# NFS Most Wanted PC Version Crashing



## iTile (Nov 29, 2012)

High I've been scouring the net to find a solution for this prob.

I Had windows 8 Pro x64, thought it was an isolated insidant on win8 only, so i decided to format and put my win 7 pro x64 on again. To no avail.. it still gives me the same problem, crashes at the loading screen and when it does go past the loading screen i can only play it for about 5 minutes then it crashes again..

Only solution I've found is to play the game in with origin in offline mode. -_-!

I have a decent PC well above the minimum spec of the Game.

Obviously I'd like to play it online..

And yes its a paid for original copy...


----------



## cadaveca (Nov 29, 2012)

Any issues with other games? NO problems here with that one, Win8 and Win7 both. Might be driver issue...might be your card beginning to fail. Might be other software, even.


----------



## iTile (Nov 29, 2012)

cadaveca said:


> Any issues with other games? NO problems here with that one, Win8 and Win7 both. Might be driver issue...might be your card beginning to fail. Might be other software, even.




Bf3, runs fine, MOH warfighter runs fine, dota 2,  Never had GPU issues.. -_-.. I've had the GPU for a year now.. GTX560 Ti.. can't fail now.. :<


----------



## cadaveca (Nov 29, 2012)

I found that NFSMW can make issues in a system show fairly fast; I just RMA'ed a card for that exact reason, but my card also crashed in BF3 and others, although it took extended play sessions to make it crash.

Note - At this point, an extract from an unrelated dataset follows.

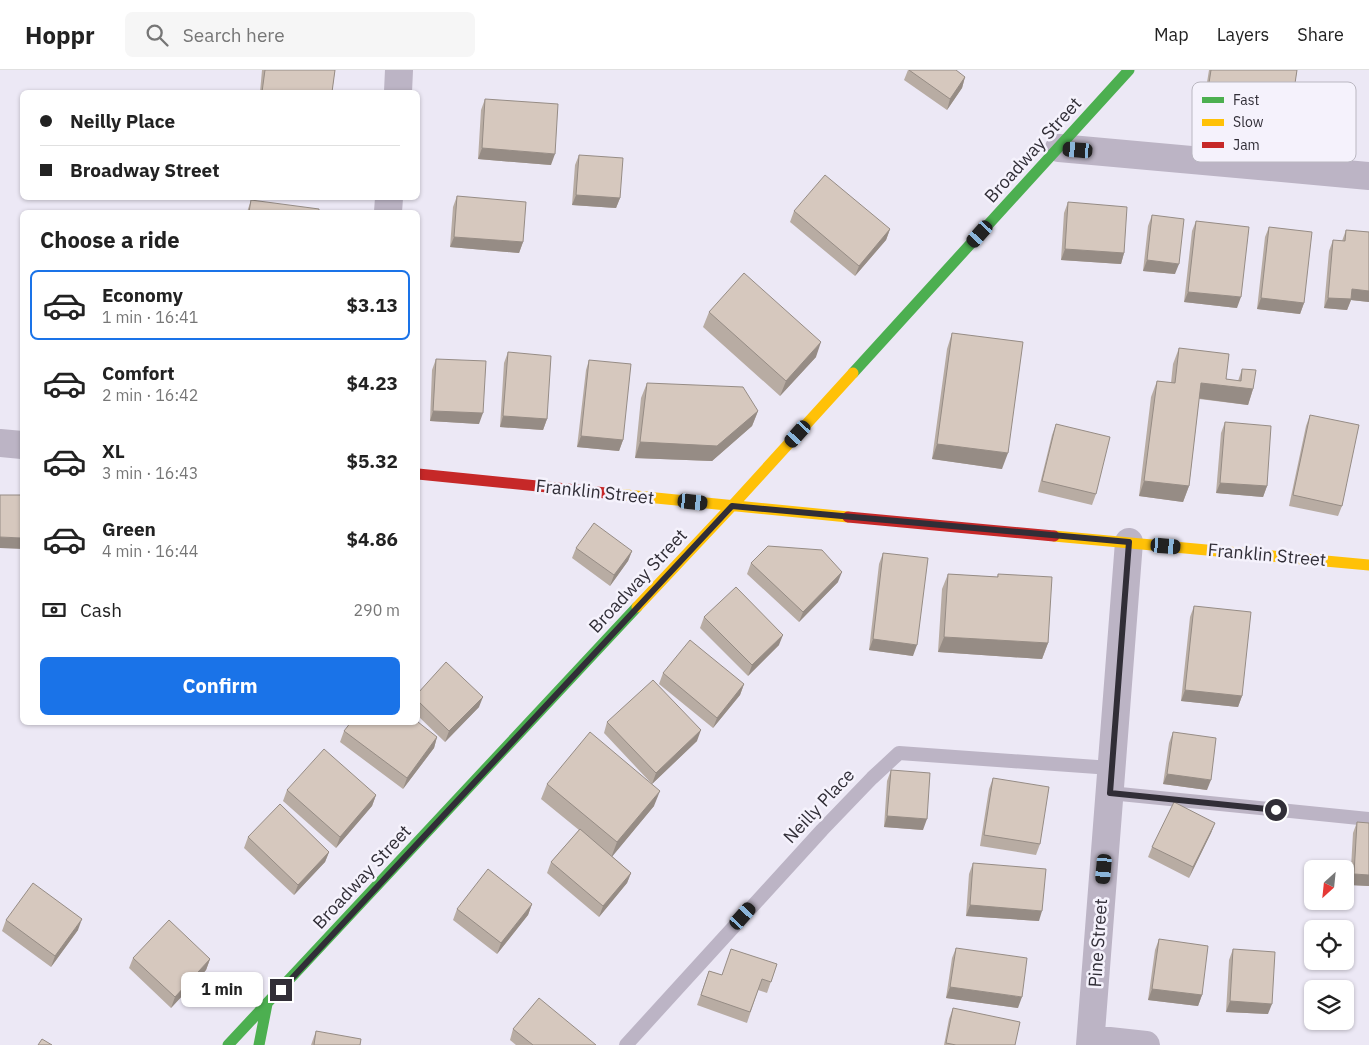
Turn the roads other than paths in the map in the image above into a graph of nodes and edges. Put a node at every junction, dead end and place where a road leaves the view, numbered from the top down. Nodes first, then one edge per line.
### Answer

for me, I had two cards, so it was easy to test. Games crashing early into loading.. could be bad ram or CPU, more likely ram(CPU issues tend to lead to BSOD), or a bad VGA...or some driver/software conflict.


----------



## Ikaruga (Nov 29, 2012)

iTile said:


> High I've been scouring the net to find a solution for this prob.
> 
> I Had windows 8 Pro x64, thought it was an isolated insidant on win8 only, so i decided to format and put my win 7 pro x64 on again. To no avail.. it still gives me the same problem, crashes at the loading screen and when it does go past the loading screen i can only play it for about 5 minutes then it crashes again..
> 
> ...



I don't know if this helps for you, but I had to run it in compatibility mode (dunno if XP or Vista sorry, already uninstalled), and I also had to physically disconnect my second monitor, because it crashed every time for me without these two steps.

Also: Intel burning test can show problems with your CPU overclock what Orthos or Prime would never catch, so perhaps you could give it a try.

Good luck.


----------



## bmaverick (Nov 29, 2012)

Try running NFS in XP compatibility mode.  Not only running the program, but installing too. 

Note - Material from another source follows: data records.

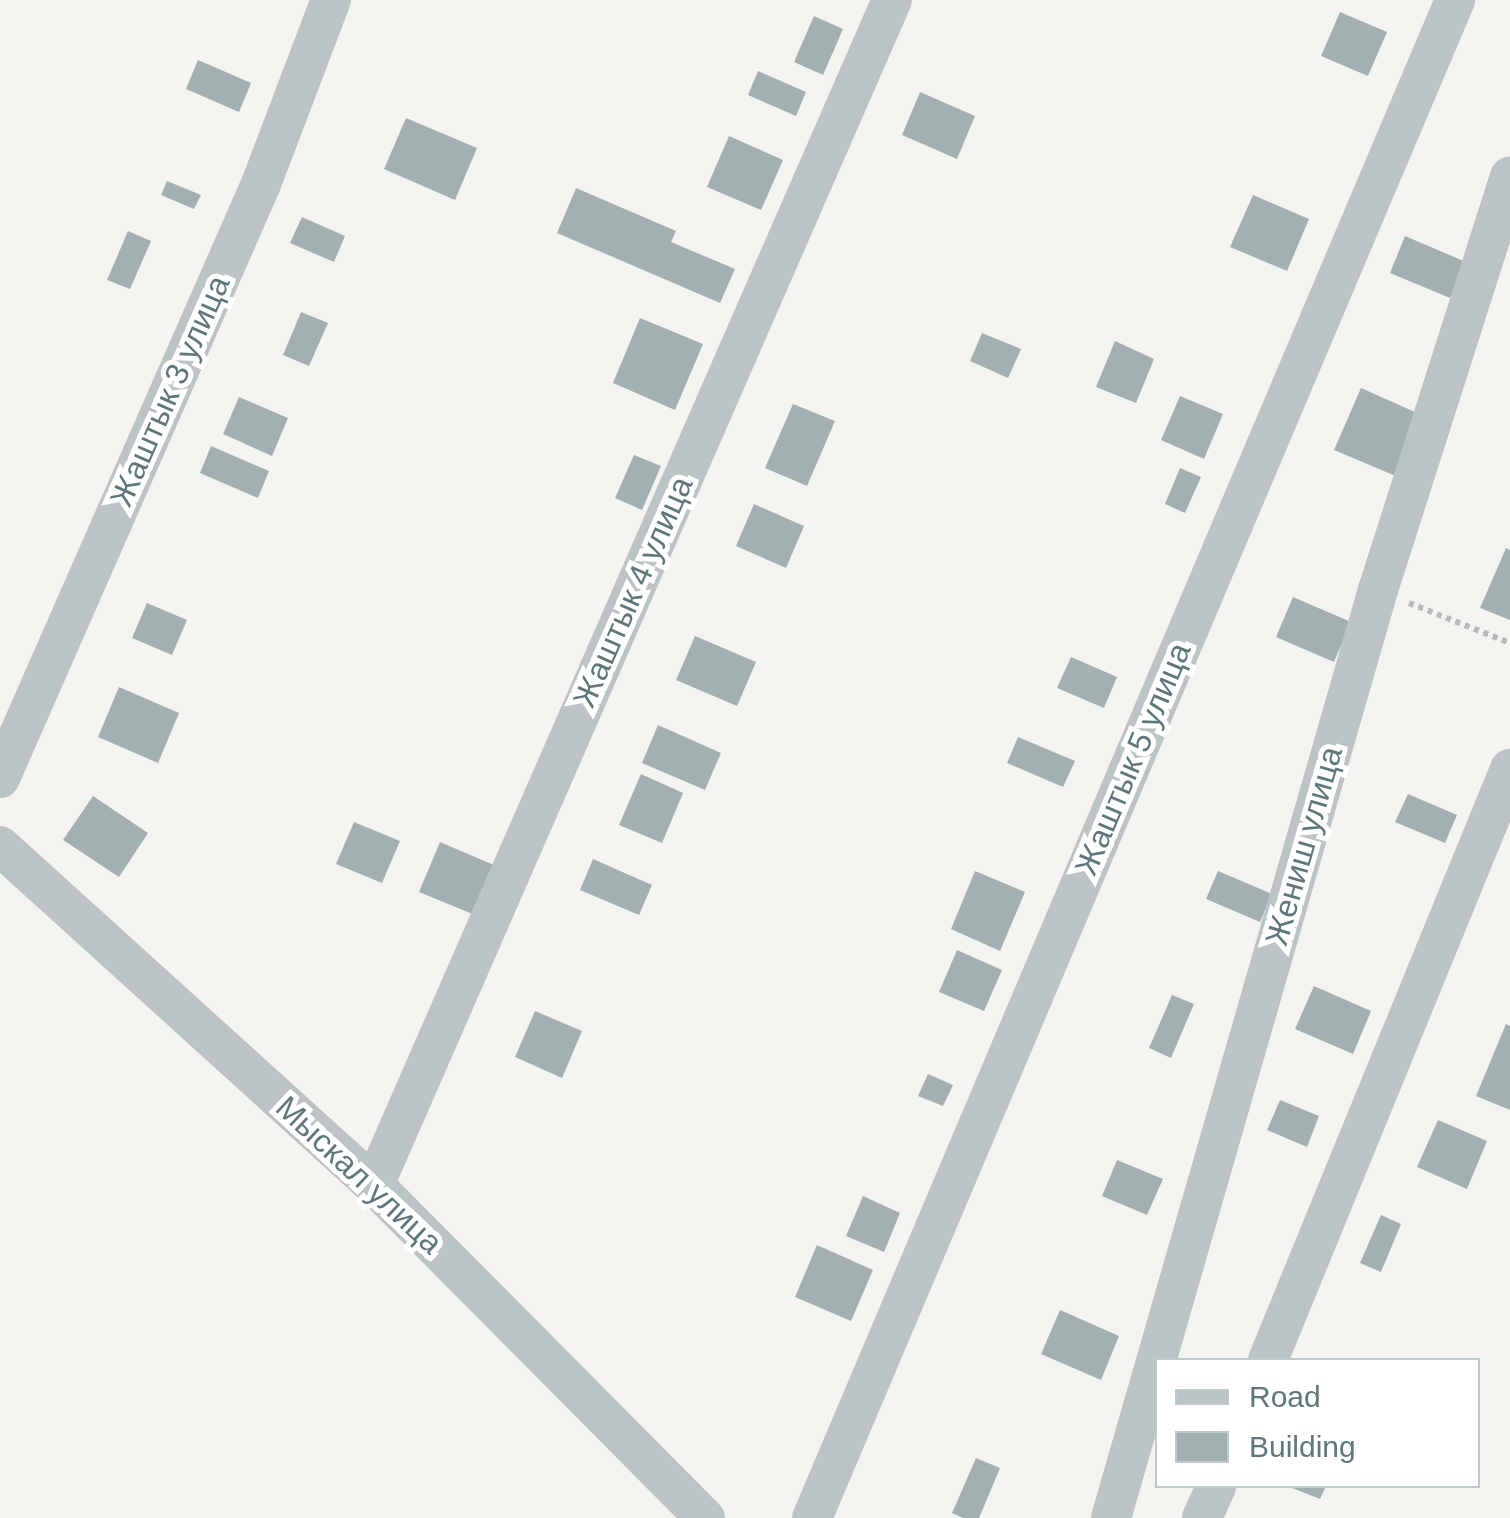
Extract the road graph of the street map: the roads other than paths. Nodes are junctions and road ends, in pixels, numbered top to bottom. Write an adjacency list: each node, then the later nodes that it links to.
1 (330, 0): 6 (street, Жаштык 3 улица)
2 (892, 0): 8 (street, Жаштык 4 улица)
3 (1455, 0): 14 (street, Жаштык 5 улица)
4 (1510, 177): 9 (street, Жениш улица)
5 (1510, 769): 10 (street)
6 (0, 778)
7 (0, 846): 8 (street, Мыскал улица)
8 (374, 1185): 13 (street, Мыскал улица)
9 (1157, 1358)
10 (1269, 1358)
11 (1155, 1365): 15 (street, Жениш улица)
12 (1215, 1488): 16 (street)
13 (705, 1518)
14 (812, 1518)
15 (1111, 1518)
16 (1202, 1518)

That version of NFS runs fine on my XP-Pro.  Have not loaded it onto my Win7-64 yet. 

NFS is a great game.  Bummer that the newer OS levels keep forcing a person to either ditch the older games or buy a newer version.


----------



## iTile (Nov 29, 2012)

Ikaruga said:


> I don't know if this helps for you, but I had to run it in compatibility mode (dunno if XP or Vista sorry, already uninstalled), and I also had to physically disconnect my second monitor, because it crashed every time for me without these two steps.
> 
> Also: Intel burning test can show problems with your CPU overclock what Orthos or Prime would never catch, so perhaps you could give it a try.
> 
> Good luck.



The thing is It can't be driver related, or GPU, or CPU, or Ram related, because i can play the game for 3 hours straight if i set my "origin to offline mode". Then i can play. But i can't play it when i'm online -_-! it just crashes..

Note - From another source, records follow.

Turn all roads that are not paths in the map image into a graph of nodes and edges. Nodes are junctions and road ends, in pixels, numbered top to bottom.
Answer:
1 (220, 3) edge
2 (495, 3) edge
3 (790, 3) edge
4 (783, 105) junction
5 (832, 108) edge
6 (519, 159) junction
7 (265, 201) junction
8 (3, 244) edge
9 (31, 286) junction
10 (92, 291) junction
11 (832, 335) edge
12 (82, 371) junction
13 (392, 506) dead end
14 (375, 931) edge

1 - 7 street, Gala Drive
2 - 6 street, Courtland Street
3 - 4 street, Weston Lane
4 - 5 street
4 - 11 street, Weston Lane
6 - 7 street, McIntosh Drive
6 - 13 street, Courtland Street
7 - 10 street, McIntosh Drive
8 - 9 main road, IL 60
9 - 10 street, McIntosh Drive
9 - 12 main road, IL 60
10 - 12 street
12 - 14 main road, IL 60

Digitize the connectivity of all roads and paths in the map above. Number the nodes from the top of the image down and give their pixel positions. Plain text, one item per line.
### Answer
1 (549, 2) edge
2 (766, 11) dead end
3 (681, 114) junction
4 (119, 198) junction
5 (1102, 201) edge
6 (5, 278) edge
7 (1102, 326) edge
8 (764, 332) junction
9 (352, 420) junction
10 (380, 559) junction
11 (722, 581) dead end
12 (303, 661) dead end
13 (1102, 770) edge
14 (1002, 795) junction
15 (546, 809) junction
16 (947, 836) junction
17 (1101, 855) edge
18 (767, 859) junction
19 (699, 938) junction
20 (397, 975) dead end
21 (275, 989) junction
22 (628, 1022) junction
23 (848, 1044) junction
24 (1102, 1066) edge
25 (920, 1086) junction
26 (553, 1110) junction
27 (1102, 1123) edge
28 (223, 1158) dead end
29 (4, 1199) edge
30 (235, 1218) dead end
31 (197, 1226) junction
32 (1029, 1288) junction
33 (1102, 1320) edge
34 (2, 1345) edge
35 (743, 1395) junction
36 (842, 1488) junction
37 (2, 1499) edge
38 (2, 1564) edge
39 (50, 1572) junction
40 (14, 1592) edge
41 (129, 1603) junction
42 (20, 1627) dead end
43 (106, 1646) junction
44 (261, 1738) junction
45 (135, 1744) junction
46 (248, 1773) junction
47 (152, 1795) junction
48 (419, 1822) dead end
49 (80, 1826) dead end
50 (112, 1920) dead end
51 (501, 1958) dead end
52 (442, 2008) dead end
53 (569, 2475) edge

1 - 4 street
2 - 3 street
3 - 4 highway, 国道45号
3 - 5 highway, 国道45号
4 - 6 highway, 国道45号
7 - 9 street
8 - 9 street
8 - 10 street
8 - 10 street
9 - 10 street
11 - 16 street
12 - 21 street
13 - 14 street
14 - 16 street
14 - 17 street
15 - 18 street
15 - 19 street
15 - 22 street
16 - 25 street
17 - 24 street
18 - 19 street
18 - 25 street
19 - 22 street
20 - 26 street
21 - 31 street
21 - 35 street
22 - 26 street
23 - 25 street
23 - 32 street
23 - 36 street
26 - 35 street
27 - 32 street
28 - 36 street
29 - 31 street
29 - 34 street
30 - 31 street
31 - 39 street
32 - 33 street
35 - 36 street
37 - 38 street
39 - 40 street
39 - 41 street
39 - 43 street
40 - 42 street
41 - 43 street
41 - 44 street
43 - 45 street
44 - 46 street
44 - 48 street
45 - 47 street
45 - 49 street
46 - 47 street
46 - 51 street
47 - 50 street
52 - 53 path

My other games run fine.. i can play for hours any other game. This one just crashes.. -_-!

BMaverick, I'm talking about the 2012 Version release this year.. not the old school one..


----------



## Ikaruga (Nov 29, 2012)

iTile said:


> The thing is It can't be driver related, or GPU, or CPU, or Ram related, because i can play the game for 3 hours straight if i set my "origin to offline mode". Then i can play. But i can't play it when i'm online -_-! it just crashes..
> 
> My other games run fine.. i can play for hours any other game. This one just crashes.. -_-!
> 
> BMaverick, I'm talking about the 2012 Version release this year.. not the old school one..



Did you try to run it as administrator or in compatibility mode (game and/or origin).
but - apparently - many has the same problem: 1, 2, 3
this sounds like nothing but pure luck, but you could give it a try.


*ps:* (I know it's trivial, but you never know with origin...) http://answers.ea.com/t5/Need-for-S...hen-the-origin-at-the-online-mode/td-p/200988


----------



## FordGT90Concept (Nov 29, 2012)

iTile said:


> Only solution I've found is to play the game in with origin in offline mode. -_-!


Sounds like an Autolog/DRM issue.

As the link above says, I'd try uninstalling Origin and installing it again.


----------